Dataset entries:
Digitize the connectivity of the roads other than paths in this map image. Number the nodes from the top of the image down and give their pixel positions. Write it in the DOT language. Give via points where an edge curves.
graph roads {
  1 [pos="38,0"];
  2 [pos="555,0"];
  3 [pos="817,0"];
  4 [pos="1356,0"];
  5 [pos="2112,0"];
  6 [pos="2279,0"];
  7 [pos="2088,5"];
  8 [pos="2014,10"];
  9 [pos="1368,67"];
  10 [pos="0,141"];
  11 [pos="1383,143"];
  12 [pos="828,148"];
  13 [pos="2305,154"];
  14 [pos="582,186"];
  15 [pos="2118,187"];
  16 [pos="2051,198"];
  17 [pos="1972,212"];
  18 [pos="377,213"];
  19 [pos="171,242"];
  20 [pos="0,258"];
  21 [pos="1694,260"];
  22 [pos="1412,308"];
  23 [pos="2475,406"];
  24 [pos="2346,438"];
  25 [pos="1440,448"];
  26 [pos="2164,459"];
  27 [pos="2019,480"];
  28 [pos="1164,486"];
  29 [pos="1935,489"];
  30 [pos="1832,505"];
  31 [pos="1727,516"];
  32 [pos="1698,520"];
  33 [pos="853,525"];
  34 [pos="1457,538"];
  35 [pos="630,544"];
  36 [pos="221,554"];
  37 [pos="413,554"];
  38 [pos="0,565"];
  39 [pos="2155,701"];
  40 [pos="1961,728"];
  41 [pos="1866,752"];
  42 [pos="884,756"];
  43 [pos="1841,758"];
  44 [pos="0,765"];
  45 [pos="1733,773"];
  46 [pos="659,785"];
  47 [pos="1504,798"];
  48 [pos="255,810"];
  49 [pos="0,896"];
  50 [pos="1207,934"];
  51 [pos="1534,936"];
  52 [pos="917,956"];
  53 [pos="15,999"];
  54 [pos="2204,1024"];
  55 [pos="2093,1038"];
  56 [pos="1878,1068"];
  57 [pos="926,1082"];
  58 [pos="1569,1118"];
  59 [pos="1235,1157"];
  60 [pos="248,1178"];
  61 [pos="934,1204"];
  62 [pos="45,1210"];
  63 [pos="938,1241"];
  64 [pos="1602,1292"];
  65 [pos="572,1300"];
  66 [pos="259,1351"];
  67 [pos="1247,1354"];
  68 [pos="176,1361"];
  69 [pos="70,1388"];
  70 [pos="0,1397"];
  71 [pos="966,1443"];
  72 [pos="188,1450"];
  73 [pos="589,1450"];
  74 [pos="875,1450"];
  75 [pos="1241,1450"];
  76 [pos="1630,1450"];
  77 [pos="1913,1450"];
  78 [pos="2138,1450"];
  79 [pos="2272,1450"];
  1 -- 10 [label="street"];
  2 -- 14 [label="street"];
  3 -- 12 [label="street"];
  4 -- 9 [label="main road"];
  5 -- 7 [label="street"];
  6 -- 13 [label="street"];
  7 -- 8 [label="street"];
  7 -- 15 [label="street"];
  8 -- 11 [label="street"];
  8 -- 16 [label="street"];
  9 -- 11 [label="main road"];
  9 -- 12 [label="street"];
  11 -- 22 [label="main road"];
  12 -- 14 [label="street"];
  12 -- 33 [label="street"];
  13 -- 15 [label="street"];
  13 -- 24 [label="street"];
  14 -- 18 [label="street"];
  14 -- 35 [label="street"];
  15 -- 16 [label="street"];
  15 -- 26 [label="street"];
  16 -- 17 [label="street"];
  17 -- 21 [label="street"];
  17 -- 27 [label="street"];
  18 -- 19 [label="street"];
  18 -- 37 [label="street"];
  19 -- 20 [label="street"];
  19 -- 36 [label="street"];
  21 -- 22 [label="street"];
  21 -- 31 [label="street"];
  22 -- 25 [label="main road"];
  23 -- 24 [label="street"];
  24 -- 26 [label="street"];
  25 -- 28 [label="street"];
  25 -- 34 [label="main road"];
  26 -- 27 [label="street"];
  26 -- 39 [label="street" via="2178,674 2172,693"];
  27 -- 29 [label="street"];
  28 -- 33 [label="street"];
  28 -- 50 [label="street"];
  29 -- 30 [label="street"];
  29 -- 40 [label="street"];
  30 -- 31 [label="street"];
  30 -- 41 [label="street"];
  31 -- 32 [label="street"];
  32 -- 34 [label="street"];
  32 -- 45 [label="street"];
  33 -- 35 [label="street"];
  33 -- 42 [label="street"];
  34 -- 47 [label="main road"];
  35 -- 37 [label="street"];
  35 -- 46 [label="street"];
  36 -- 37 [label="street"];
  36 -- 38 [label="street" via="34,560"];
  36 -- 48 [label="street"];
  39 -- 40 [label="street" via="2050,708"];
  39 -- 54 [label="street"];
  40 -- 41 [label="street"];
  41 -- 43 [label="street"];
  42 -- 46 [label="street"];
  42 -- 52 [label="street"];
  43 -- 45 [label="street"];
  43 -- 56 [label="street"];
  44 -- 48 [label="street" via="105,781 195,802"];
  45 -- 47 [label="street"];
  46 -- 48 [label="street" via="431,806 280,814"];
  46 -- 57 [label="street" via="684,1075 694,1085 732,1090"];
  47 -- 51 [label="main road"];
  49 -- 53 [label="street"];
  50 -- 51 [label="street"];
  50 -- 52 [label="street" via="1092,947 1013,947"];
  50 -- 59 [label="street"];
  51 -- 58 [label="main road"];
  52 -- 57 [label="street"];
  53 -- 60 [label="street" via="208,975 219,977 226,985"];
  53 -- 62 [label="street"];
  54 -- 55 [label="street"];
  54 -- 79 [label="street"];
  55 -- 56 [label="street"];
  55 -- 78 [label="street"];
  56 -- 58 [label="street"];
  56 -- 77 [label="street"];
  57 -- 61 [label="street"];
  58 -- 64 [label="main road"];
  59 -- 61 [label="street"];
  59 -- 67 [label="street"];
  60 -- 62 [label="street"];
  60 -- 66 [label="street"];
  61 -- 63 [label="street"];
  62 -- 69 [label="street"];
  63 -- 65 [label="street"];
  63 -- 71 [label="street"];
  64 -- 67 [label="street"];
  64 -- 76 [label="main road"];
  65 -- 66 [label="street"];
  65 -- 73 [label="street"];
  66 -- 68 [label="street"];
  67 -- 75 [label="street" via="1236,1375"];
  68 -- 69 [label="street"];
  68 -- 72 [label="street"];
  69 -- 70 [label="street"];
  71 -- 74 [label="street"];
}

### [WHAT TO PRODUCE]
Each entry above is to be copied out exactly as written.

### [TASK ANSWER]
Digitize the connectivity of the roads other than paths in this map image. Number the nodes from the top of the image down and give their pixel positions. Write it in the DOT language. Give via points where an edge curves.
graph roads {
  1 [pos="38,0"];
  2 [pos="555,0"];
  3 [pos="817,0"];
  4 [pos="1356,0"];
  5 [pos="2112,0"];
  6 [pos="2279,0"];
  7 [pos="2088,5"];
  8 [pos="2014,10"];
  9 [pos="1368,67"];
  10 [pos="0,141"];
  11 [pos="1383,143"];
  12 [pos="828,148"];
  13 [pos="2305,154"];
  14 [pos="582,186"];
  15 [pos="2118,187"];
  16 [pos="2051,198"];
  17 [pos="1972,212"];
  18 [pos="377,213"];
  19 [pos="171,242"];
  20 [pos="0,258"];
  21 [pos="1694,260"];
  22 [pos="1412,308"];
  23 [pos="2475,406"];
  24 [pos="2346,438"];
  25 [pos="1440,448"];
  26 [pos="2164,459"];
  27 [pos="2019,480"];
  28 [pos="1164,486"];
  29 [pos="1935,489"];
  30 [pos="1832,505"];
  31 [pos="1727,516"];
  32 [pos="1698,520"];
  33 [pos="853,525"];
  34 [pos="1457,538"];
  35 [pos="630,544"];
  36 [pos="221,554"];
  37 [pos="413,554"];
  38 [pos="0,565"];
  39 [pos="2155,701"];
  40 [pos="1961,728"];
  41 [pos="1866,752"];
  42 [pos="884,756"];
  43 [pos="1841,758"];
  44 [pos="0,765"];
  45 [pos="1733,773"];
  46 [pos="659,785"];
  47 [pos="1504,798"];
  48 [pos="255,810"];
  49 [pos="0,896"];
  50 [pos="1207,934"];
  51 [pos="1534,936"];
  52 [pos="917,956"];
  53 [pos="15,999"];
  54 [pos="2204,1024"];
  55 [pos="2093,1038"];
  56 [pos="1878,1068"];
  57 [pos="926,1082"];
  58 [pos="1569,1118"];
  59 [pos="1235,1157"];
  60 [pos="248,1178"];
  61 [pos="934,1204"];
  62 [pos="45,1210"];
  63 [pos="938,1241"];
  64 [pos="1602,1292"];
  65 [pos="572,1300"];
  66 [pos="259,1351"];
  67 [pos="1247,1354"];
  68 [pos="176,1361"];
  69 [pos="70,1388"];
  70 [pos="0,1397"];
  71 [pos="966,1443"];
  72 [pos="188,1450"];
  73 [pos="589,1450"];
  74 [pos="875,1450"];
  75 [pos="1241,1450"];
  76 [pos="1630,1450"];
  77 [pos="1913,1450"];
  78 [pos="2138,1450"];
  79 [pos="2272,1450"];
  1 -- 10 [label="street"];
  2 -- 14 [label="street"];
  3 -- 12 [label="street"];
  4 -- 9 [label="main road"];
  5 -- 7 [label="street"];
  6 -- 13 [label="street"];
  7 -- 8 [label="street"];
  7 -- 15 [label="street"];
  8 -- 11 [label="street"];
  8 -- 16 [label="street"];
  9 -- 11 [label="main road"];
  9 -- 12 [label="street"];
  11 -- 22 [label="main road"];
  12 -- 14 [label="street"];
  12 -- 33 [label="street"];
  13 -- 15 [label="street"];
  13 -- 24 [label="street"];
  14 -- 18 [label="street"];
  14 -- 35 [label="street"];
  15 -- 16 [label="street"];
  15 -- 26 [label="street"];
  16 -- 17 [label="street"];
  17 -- 21 [label="street"];
  17 -- 27 [label="street"];
  18 -- 19 [label="street"];
  18 -- 37 [label="street"];
  19 -- 20 [label="street"];
  19 -- 36 [label="street"];
  21 -- 22 [label="street"];
  21 -- 31 [label="street"];
  22 -- 25 [label="main road"];
  23 -- 24 [label="street"];
  24 -- 26 [label="street"];
  25 -- 28 [label="street"];
  25 -- 34 [label="main road"];
  26 -- 27 [label="street"];
  26 -- 39 [label="street" via="2178,674 2172,693"];
  27 -- 29 [label="street"];
  28 -- 33 [label="street"];
  28 -- 50 [label="street"];
  29 -- 30 [label="street"];
  29 -- 40 [label="street"];
  30 -- 31 [label="street"];
  30 -- 41 [label="street"];
  31 -- 32 [label="street"];
  32 -- 34 [label="street"];
  32 -- 45 [label="street"];
  33 -- 35 [label="street"];
  33 -- 42 [label="street"];
  34 -- 47 [label="main road"];
  35 -- 37 [label="street"];
  35 -- 46 [label="street"];
  36 -- 37 [label="street"];
  36 -- 38 [label="street" via="34,560"];
  36 -- 48 [label="street"];
  39 -- 40 [label="street" via="2050,708"];
  39 -- 54 [label="street"];
  40 -- 41 [label="street"];
  41 -- 43 [label="street"];
  42 -- 46 [label="street"];
  42 -- 52 [label="street"];
  43 -- 45 [label="street"];
  43 -- 56 [label="street"];
  44 -- 48 [label="street" via="105,781 195,802"];
  45 -- 47 [label="street"];
  46 -- 48 [label="street" via="431,806 280,814"];
  46 -- 57 [label="street" via="684,1075 694,1085 732,1090"];
  47 -- 51 [label="main road"];
  49 -- 53 [label="street"];
  50 -- 51 [label="street"];
  50 -- 52 [label="street" via="1092,947 1013,947"];
  50 -- 59 [label="street"];
  51 -- 58 [label="main road"];
  52 -- 57 [label="street"];
  53 -- 60 [label="street" via="208,975 219,977 226,985"];
  53 -- 62 [label="street"];
  54 -- 55 [label="street"];
  54 -- 79 [label="street"];
  55 -- 56 [label="street"];
  55 -- 78 [label="street"];
  56 -- 58 [label="street"];
  56 -- 77 [label="street"];
  57 -- 61 [label="street"];
  58 -- 64 [label="main road"];
  59 -- 61 [label="street"];
  59 -- 67 [label="street"];
  60 -- 62 [label="street"];
  60 -- 66 [label="street"];
  61 -- 63 [label="street"];
  62 -- 69 [label="street"];
  63 -- 65 [label="street"];
  63 -- 71 [label="street"];
  64 -- 67 [label="street"];
  64 -- 76 [label="main road"];
  65 -- 66 [label="street"];
  65 -- 73 [label="street"];
  66 -- 68 [label="street"];
  67 -- 75 [label="street" via="1236,1375"];
  68 -- 69 [label="street"];
  68 -- 72 [label="street"];
  69 -- 70 [label="street"];
  71 -- 74 [label="street"];
}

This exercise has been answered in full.